Mi affido alle pagine di un editoriale di Carlo Cardia, pubblicato da Avvenire il 13 agosto, per proseguire in questa “provocazione”:

Forse, dobbiamo interrogarci se è ancora possibile stupirci di fronte al male dopo che per tanto tempo la parola di Dio è stata considerata come un accessorio, che possiamo scegliere o respingere a piacimento, o dopo aver sostenuto a gran voce che la società non deve favorire una concezione etica della persona e della collettività, perché ciascuno può respingerla come pericolosa. A me sembra una contraddizione profonda, quasi mostruosa, che prima si scacci Dio e la legge immessa nella nostra coscienza, e poi si chieda come disorientati quale è l’origine del male, la ragione di gesti così cattivi, perversi, che uccidono l’uomo nel corpo o nello spirito. L’uomo è certamente libero, e può scegliere tra «il fuoco e l’acqua; là dove vuoi stenderai la tua mano» (Sir, 15, 16), ma la scelta è frutto di una educazione, di una formazione che non può essere rifiutata o dileggiata, perché «la morte è entrata nel mondo, e ne fanno esperienza coloro che gli appartengono» (Sap, 2, 24), e la morte interiore di alcuni è causa di violenza e di morte anche per altri. Si possono seminare con alterigia, o indifferenza verso la fonte del bene, i germi della superbia e della prepotenza, negando l’esistenza del peccato e del male, e coltivare in alternativa l’arbitrio personale, ma si deve sapere che poi il male si ripresenta con la sua oscenità, banalità, ripetitività, fin quasi a lasciarci storditi.
A questo punto siamo responsabili noi, non altri, il destino, o la società in astratto, se abbiamo fatto il deserto di principi morali, o se abbiamo fatto il possibile perché l’uomo scelga tra il bene e il male che stanno dentro e fuori di lui“.

Lettera ad un figlio

Ecco cosa ho ricevuto nella posta elettronica di alcuni giorni fa.

Lettera ad un figlio :::

Figlio mio,

quando ti sei svegliato questa mattina ti ho osservato ed ho sperato che tu mi rivolgessi la parola, anche solo poche parole, chiedendo la mia opinione, ringraziandomi per qualcosa di buono che era accaduto ieri…

Però ho notato che eri molto occupato a cercare il vestito giusto da metterti per andare a lavorare. Ho continuato ad aspettare ancora mentre correvi per la casa per vestirti e sistemarti e io sapevo che avresti avuto del tempo, anche solo qualche minuto e dirmi “ciao”…

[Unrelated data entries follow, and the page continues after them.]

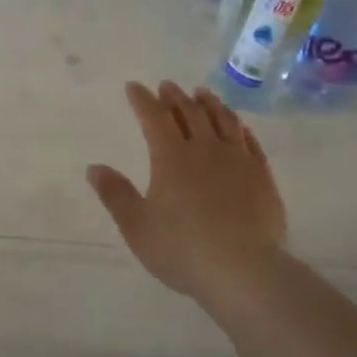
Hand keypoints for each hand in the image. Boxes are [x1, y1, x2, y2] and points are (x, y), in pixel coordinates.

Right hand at [87, 81, 286, 305]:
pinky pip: (250, 142)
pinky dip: (239, 127)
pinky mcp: (262, 177)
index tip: (133, 87)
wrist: (244, 270)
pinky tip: (238, 127)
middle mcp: (205, 149)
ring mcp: (238, 161)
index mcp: (171, 158)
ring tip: (202, 94)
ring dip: (210, 104)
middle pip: (190, 113)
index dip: (142, 100)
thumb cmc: (182, 249)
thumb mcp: (137, 226)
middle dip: (175, 97)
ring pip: (223, 121)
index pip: (154, 118)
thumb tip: (94, 168)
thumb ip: (115, 194)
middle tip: (167, 86)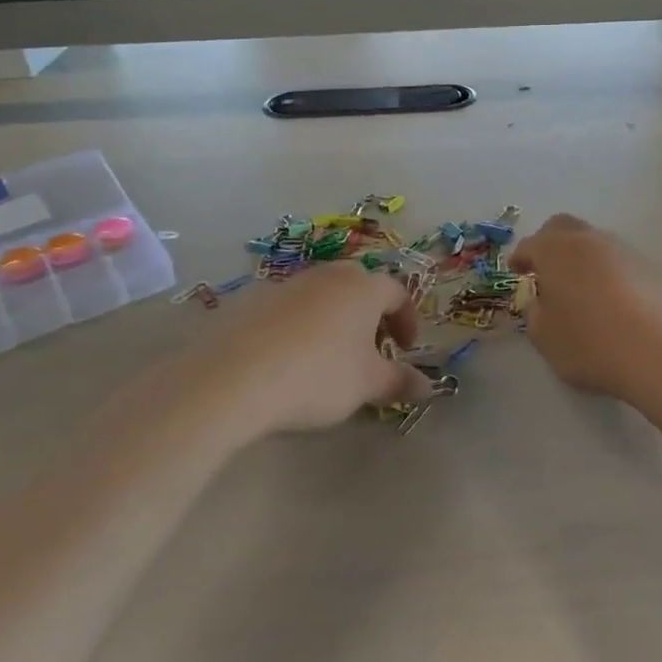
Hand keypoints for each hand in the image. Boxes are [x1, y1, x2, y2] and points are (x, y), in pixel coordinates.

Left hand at [198, 263, 432, 433]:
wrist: (233, 378)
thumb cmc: (317, 376)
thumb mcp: (367, 385)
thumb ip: (400, 381)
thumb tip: (429, 386)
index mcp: (362, 287)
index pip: (397, 293)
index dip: (407, 321)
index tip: (404, 350)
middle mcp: (326, 275)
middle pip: (358, 286)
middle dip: (370, 315)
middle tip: (370, 348)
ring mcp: (285, 284)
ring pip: (320, 295)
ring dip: (332, 319)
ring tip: (327, 356)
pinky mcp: (249, 299)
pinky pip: (286, 308)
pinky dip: (297, 326)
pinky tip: (286, 359)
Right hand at [510, 215, 661, 402]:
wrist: (659, 355)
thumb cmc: (590, 344)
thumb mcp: (545, 337)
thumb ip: (535, 314)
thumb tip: (541, 302)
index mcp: (556, 251)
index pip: (530, 245)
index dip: (519, 258)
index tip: (516, 271)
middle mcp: (589, 241)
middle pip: (563, 227)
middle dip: (549, 243)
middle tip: (543, 269)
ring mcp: (623, 251)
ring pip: (593, 242)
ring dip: (580, 258)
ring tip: (578, 288)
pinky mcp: (650, 268)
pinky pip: (617, 262)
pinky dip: (605, 273)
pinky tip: (608, 300)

…Però eri troppo occupato…

Per questo ho acceso per te il cielo, l’ho riempito di colori e di dolci canti di uccelli per vedere se così mi ascoltavi, però nemmeno di questo ti sei reso conto. Ti ho osservato mentre ti dirigevi al lavoro e ti ho aspettato pazientemente tutto il giorno. Con tutte le cose che avevi da fare, suppongo che tu sia stato troppo occupato per dirmi qualcosa.

Al tuo rientro ho visto la tua stanchezza e ho pensato di farti bagnare un pò perché l’acqua si portasse via il tuo stress. Pensavo di farti un piacere perché così tu avresti pensato un pò a me, ma ti sei infuriato ed hai offeso il mio nome; io desideravo tanto che tu mi parlassi, c’era ancora tanto tempo…

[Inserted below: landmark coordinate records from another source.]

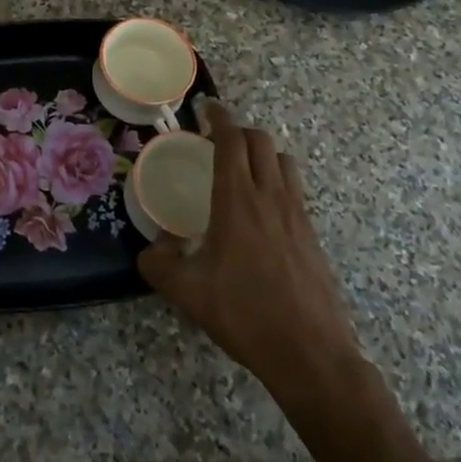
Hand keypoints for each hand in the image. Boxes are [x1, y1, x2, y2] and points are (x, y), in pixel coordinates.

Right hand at [139, 100, 361, 398]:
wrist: (310, 352)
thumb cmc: (245, 314)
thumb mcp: (188, 293)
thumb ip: (159, 265)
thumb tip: (148, 250)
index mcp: (237, 200)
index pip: (231, 140)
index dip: (219, 118)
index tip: (206, 108)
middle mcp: (270, 196)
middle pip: (260, 141)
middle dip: (238, 131)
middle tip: (217, 140)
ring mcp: (296, 214)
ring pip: (283, 161)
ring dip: (262, 153)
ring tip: (243, 168)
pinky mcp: (312, 234)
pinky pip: (295, 188)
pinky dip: (278, 179)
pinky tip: (263, 209)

Dopo hai acceso il televisore, io ho aspettato pazientemente, mentre guardavi la tv, hai

cenato e ti sei dimenticato ancora di parlare con me… non mi hai rivolto il minimo pensiero…

Ho notato che eri stanco e ho compreso il tuo desiderio di silenzio e così ho oscurato lo splendore del cielo, ho acceso una candela, in verità era bellissimo ma tu non eri interessato a vederlo…

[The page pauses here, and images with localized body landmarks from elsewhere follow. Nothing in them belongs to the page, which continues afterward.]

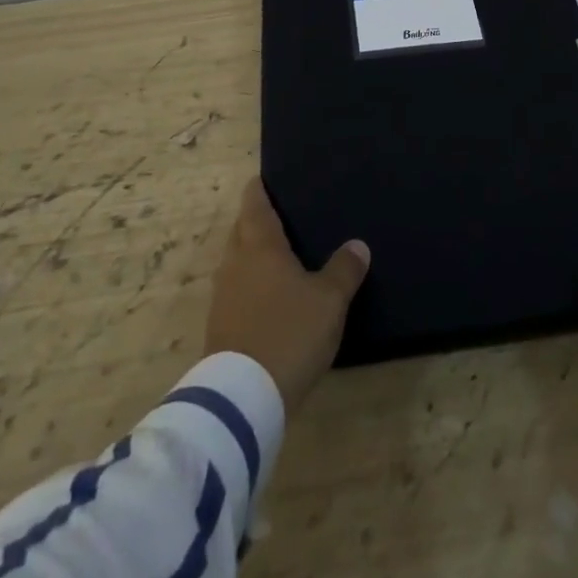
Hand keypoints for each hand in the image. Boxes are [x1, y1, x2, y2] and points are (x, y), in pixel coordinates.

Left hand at [205, 178, 369, 415]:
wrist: (242, 399)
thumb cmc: (288, 332)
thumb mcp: (329, 301)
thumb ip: (344, 269)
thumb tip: (358, 245)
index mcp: (259, 244)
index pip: (254, 203)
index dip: (260, 188)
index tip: (269, 178)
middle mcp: (235, 262)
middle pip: (242, 229)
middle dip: (257, 221)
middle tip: (284, 217)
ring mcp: (222, 295)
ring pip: (237, 261)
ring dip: (253, 256)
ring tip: (280, 257)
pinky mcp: (219, 327)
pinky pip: (236, 290)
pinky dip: (250, 285)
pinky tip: (270, 297)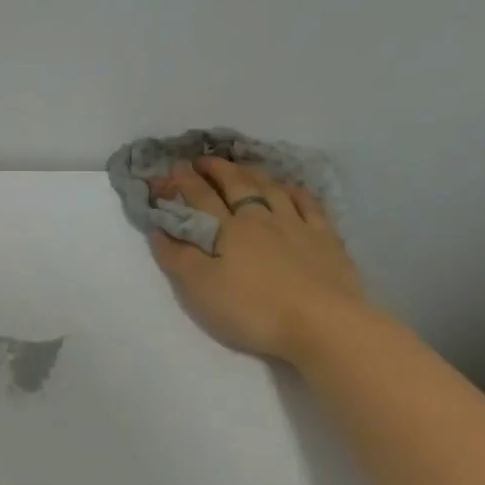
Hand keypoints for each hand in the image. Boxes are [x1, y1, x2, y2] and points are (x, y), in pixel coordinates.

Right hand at [148, 158, 366, 364]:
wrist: (323, 325)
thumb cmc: (253, 309)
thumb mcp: (200, 288)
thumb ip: (177, 257)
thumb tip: (158, 228)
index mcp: (228, 230)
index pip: (201, 197)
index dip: (184, 181)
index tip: (172, 167)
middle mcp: (260, 218)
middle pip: (236, 185)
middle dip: (216, 169)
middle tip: (202, 159)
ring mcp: (297, 225)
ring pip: (271, 189)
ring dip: (252, 173)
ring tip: (240, 166)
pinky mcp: (326, 239)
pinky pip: (309, 205)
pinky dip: (295, 191)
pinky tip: (290, 187)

Al momento di dormire credo che tu fossi distrutto, così dopo aver dato la “Buonanotte”

alla famiglia sei caduto sul letto e quasi immediatamente ti sei addormentato…

Ho accompagnato il tuo sonno con una musica, i miei animali notturni si sono illuminati; ma non importa perché forse non ti rendi nemmeno conto che io sono sempre lì per te… Ho più pazienza di quanto non immagini…

Mi piacerebbe pure insegnarti ad avere pazienza con gli altri, Ti amo tanto che aspetto

tutti i giorni una tua preghiera…

Il paesaggio che faccio è solo per te!!!

Bene, ti stai svegliando e ancora una volta io sono qui che aspetto senza niente altro che

il mio Amore per te, sperando che almeno oggi tu possa dedicarmi un pò del tuo tempo…

Buona Giornata figliolo!

Tuo Papà… Dio

La radice dei diritti umani

È nella «dignità naturale di ogni per­sona» la radice dei diritti umani. L’ha ribadito Benedetto XVI ricevendo il bureau dell’Assemblea parlamen­tare del Consiglio d’Europa.
Provo a riassumervi i punti fondamentali del suo discorso.

Tenendo presente il contesto della società attuale, nella quale si incontrano popoli e culture differenti, è imperati­vo sviluppare sia la validità u­niversale dei diritti che riguardano la persona umana, sia la loro inviolabilità, inaliena­bilità e indivisibilità.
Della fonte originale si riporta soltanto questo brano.